ニュース

PKD1の遺伝子変異と腎臓の嚢胞に関する超音波所見の関連性を調べた研究

投稿者:武井 昭紘

慢性腎臓病の原因ともなる猫の多発性嚢胞腎は、PKD1という遺伝子の変異によって引き起こされると言われている。しかし、当該疾患を発症した猫の中には、この変異を持たない個体が存在している。そのため、PKD1の変異が原因の全てではないと考えられるのだ。そこで、疑問が浮かぶ。「この変異を持つこと」は、どれくらいのリスクを抱えることになるのだろうか。また、「持つこと」あるいは「持たないこと」で何が起きて、何が起きないのだろうか。

 

冒頭のような背景の中、タイのカセサート大学は、平均年齢が37.0±3.50ヶ月の猫100匹以上を対象にして、彼らの血液検査、超音波検査、遺伝子検査の所見を解析する研究を行った。すると、以下に示す事項が明らかになったという。
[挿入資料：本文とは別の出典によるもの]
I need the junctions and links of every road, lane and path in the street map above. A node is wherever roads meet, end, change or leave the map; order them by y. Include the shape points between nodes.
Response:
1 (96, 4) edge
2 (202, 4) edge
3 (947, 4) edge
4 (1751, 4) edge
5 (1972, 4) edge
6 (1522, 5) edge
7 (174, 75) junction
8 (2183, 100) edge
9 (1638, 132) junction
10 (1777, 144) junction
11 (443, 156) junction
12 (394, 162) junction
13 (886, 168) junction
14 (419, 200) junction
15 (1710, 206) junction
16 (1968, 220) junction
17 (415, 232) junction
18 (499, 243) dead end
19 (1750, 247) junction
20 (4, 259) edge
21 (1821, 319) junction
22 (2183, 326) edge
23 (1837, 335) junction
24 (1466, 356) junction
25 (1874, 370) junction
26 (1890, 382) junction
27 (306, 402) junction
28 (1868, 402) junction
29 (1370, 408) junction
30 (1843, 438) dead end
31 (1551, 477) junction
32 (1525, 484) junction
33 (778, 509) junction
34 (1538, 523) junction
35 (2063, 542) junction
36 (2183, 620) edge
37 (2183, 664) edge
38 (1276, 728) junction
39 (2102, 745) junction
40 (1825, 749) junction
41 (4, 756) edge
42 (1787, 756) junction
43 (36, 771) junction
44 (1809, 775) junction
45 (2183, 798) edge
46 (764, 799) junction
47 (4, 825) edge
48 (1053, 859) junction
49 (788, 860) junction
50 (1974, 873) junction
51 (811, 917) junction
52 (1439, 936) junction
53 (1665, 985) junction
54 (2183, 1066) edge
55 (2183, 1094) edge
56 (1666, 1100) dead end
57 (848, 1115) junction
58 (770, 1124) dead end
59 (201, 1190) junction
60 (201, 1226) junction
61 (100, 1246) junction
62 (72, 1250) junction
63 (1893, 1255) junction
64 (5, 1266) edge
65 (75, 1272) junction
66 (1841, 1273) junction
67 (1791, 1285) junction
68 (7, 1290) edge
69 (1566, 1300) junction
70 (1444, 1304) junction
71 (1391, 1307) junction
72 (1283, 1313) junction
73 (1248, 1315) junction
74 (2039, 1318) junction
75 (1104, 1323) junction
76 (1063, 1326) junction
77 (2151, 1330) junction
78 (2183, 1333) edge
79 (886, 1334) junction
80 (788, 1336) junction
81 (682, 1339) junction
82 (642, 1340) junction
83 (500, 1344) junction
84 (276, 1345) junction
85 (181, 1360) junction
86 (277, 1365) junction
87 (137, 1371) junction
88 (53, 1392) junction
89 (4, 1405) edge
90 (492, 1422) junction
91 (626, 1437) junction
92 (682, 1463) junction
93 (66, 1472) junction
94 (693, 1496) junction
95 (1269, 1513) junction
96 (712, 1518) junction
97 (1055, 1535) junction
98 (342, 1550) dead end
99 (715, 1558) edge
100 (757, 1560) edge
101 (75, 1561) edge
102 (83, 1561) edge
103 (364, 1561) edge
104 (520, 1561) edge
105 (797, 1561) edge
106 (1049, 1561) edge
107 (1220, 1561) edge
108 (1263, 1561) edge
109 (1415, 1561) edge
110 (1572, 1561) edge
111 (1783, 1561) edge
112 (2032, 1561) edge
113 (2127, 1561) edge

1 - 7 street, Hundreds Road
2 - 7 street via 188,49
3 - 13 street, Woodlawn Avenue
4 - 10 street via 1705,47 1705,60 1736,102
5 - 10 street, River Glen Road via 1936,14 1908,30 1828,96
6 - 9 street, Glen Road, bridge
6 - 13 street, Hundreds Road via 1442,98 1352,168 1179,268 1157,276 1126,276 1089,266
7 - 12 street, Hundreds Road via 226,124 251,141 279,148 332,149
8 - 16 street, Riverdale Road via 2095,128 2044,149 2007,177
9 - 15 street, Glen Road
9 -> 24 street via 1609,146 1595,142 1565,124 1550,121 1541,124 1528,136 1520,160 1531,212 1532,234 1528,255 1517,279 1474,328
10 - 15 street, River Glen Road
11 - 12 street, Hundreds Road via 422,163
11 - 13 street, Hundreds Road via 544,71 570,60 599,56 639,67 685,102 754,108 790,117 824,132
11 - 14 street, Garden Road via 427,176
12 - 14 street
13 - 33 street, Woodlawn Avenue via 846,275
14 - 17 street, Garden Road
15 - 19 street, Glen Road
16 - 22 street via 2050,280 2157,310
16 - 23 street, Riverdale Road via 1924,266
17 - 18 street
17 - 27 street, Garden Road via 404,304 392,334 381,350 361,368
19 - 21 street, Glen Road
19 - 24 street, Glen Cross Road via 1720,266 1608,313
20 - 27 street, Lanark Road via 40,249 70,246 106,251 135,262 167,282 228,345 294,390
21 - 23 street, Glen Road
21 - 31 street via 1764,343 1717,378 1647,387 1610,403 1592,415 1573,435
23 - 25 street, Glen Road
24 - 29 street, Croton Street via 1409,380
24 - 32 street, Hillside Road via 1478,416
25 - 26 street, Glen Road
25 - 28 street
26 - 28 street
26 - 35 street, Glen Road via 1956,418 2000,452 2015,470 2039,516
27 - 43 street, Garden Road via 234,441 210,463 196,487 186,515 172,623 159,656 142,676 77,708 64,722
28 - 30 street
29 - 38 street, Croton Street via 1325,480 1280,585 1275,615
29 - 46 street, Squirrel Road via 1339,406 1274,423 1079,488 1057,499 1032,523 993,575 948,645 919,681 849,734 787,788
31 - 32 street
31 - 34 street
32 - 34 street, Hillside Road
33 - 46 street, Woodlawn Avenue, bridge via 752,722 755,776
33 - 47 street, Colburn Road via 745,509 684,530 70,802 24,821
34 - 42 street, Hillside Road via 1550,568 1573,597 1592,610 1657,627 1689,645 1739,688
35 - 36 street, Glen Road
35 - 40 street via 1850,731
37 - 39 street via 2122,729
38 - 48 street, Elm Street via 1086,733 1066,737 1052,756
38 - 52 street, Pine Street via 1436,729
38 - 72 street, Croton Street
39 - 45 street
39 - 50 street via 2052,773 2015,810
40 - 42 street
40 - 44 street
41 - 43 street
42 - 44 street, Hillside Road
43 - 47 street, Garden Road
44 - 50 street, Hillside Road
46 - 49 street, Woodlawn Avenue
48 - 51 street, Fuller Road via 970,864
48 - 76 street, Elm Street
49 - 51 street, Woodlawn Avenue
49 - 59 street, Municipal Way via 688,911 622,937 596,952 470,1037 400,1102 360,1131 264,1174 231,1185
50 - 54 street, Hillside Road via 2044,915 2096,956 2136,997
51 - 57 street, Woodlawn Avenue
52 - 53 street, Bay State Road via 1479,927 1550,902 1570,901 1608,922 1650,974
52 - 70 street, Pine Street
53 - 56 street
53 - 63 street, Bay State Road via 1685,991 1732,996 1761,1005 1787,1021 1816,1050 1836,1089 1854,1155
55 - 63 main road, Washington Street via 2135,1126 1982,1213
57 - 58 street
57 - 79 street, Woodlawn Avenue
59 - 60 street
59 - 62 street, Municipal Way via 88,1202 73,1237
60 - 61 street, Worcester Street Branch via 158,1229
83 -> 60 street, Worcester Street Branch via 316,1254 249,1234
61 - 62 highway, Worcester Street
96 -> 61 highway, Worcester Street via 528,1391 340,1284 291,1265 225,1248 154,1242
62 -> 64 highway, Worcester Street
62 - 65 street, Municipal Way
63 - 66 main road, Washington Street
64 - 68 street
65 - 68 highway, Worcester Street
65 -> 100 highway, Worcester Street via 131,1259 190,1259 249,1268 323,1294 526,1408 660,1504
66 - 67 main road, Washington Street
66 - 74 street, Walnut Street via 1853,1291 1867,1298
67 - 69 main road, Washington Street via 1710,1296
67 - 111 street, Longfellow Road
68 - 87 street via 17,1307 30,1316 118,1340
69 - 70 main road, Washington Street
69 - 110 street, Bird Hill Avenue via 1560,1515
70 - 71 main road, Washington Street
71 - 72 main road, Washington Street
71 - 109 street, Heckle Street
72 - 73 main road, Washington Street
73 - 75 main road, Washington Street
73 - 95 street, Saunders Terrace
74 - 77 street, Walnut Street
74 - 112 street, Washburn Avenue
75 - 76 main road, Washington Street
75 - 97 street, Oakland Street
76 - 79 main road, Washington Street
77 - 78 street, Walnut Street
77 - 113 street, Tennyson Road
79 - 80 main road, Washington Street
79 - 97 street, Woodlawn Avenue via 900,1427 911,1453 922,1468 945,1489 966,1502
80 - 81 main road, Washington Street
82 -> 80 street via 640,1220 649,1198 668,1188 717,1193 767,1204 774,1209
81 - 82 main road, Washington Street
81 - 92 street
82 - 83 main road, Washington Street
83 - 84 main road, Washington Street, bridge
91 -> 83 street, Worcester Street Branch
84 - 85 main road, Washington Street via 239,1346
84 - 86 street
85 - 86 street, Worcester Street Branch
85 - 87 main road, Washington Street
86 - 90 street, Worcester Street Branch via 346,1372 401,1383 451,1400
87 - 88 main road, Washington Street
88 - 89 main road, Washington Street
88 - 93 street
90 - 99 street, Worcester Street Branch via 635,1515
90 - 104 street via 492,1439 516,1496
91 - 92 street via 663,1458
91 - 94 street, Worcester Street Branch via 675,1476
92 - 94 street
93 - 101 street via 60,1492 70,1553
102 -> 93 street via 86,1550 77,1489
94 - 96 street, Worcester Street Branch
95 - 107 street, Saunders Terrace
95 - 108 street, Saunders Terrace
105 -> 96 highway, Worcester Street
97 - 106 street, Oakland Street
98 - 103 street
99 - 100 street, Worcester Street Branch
◆PKD1の遺伝子変異と腎臓の嚢胞に関する超音波所見の関連性◆
・約19%の猫でPKD1の変異が起きていた
・ペルシャで有病率が高かった
・PKD1の変異と嚢胞の形成には関連性があった
・変異があることで嚢胞が形成されるリスクは2623倍に跳ね上がった
・生後4~36ヶ月齢の間における超音波検査で腎嚢胞が確認されないことはPKD1が変異していないことを裏付けていた

 

上記のことから、PKD1の変異は猫の多発性嚢胞腎に深く関与していることが窺える。また、生後36ヶ月(3歳)までに嚢胞が形成されなければ、当該疾患の罹患リスクは大きく減少すると考えられる。よって、診察を担当する猫が遺伝子検査を受けない場合は、3歳までに健康診断(腎臓の超音波検査)を実施して嚢胞の有無をチェックすることが望ましいと思われる。

ペルシャのみならず、ペルシャの血を引く猫でもPKD1の変異が多かったとのことです。